Evaluating ZAR points

hotShot · February 19, 2005

Hi!

I'm just programming a simulation to test ZAR points. I'm using a double-summy solver to check the result. If you think I should modify something speak up now.

Here is what I'll do:

Dealer is always N, if the north hand is a ZAR opening and south holds an answer, i'll analyse the hand, otherwise it will be counted as a dropout.

To analyse it, i look for the longest fit available. If it is 8+ cards, the hands will be reevaluated using the fit information. The sum of of both players is used to find proper level. Then the double-dummy solver will try to make the contract. If the contract is made, i increment the good results, otherwise i'll increment the bad ones.

Sections are levels 2,3,4 and 5.

There is an extra section for 6/7, that is satisfied, when 11 tricks can be made. 11 is enough, because i expect any decent partnership to check for missing keycards before bidding a slam. To do this the 5 level must be save.

If the best fit has only 7 cards, the contract will be:

2 some suit, if the level is 2.

NT if the level is 3+. Since 3NT needs the same points as game in a major, i put (n NT) to the (n+1) level. So if the level says 3, the contract will be 2NT.

Every contract is played by south!

(1) Some strange settings are due to the fact that i don't want to write a bidding engine. People have invested much more brain and time to do that, than I'm willing to put on this project. And I not convinced, by most of the results.

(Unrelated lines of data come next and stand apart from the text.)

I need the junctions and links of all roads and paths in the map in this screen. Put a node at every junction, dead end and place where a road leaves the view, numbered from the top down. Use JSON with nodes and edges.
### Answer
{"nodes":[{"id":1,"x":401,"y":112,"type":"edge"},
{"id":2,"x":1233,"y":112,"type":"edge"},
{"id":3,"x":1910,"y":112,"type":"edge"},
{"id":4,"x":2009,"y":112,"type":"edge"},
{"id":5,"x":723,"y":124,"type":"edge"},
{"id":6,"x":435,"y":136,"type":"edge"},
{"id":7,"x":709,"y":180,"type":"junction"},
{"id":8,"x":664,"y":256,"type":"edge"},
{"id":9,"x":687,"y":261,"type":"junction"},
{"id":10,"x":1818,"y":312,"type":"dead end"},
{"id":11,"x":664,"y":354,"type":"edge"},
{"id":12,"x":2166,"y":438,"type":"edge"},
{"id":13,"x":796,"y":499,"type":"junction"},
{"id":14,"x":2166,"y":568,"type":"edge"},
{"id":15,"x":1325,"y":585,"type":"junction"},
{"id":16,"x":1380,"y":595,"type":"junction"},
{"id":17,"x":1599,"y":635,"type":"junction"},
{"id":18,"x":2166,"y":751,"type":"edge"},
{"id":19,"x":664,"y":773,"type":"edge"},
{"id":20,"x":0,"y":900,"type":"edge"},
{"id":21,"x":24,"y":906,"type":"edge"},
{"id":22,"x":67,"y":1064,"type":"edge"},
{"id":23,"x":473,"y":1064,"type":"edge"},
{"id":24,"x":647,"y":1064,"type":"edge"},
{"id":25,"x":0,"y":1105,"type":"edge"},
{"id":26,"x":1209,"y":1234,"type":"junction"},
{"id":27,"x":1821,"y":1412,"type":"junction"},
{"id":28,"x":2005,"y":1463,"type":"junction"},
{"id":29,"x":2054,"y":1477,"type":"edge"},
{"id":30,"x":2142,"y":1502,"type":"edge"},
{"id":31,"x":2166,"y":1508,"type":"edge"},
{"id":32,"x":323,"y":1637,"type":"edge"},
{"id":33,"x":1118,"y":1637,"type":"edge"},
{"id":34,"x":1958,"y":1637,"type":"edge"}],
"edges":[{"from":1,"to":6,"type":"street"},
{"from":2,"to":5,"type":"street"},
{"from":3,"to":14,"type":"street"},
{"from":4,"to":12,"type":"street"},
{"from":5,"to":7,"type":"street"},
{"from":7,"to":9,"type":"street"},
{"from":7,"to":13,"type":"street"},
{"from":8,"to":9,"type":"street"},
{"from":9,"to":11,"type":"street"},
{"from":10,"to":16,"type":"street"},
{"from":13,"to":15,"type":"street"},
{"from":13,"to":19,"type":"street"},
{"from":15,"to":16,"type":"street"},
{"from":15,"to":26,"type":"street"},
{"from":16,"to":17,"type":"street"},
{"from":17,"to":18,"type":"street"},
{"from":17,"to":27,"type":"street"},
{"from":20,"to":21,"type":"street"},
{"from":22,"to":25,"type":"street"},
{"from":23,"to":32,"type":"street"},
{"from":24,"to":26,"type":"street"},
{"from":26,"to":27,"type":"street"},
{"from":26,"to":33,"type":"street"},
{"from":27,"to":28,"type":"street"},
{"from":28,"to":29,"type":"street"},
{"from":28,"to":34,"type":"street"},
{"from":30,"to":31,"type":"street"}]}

(2) If i'd implement a bidding engine, the results would depend on the given bidding system.

(3) EW cards or possible bids are not taken into account.

hrothgar · February 19, 2005

Hi HotShot...

If your willing to go to this much trouble, then I strongly suggest that you look at some of the earlier posts in which Tysen and I suggested various methodologies for testing the accuracy of different hand evaluation metrics. This is a complex subject and if you design an inappropriate test then there is a very real possibility that you'll waste a lot of time...

As I noted in the past, I'd recommend an approach like the following:

1. Generate 1000 hands using any one of a variety of Dealer programs

2. Define a set of 13 buckets. Each bucket defines the maximum number of tricks that can be taken on a double dummy basis.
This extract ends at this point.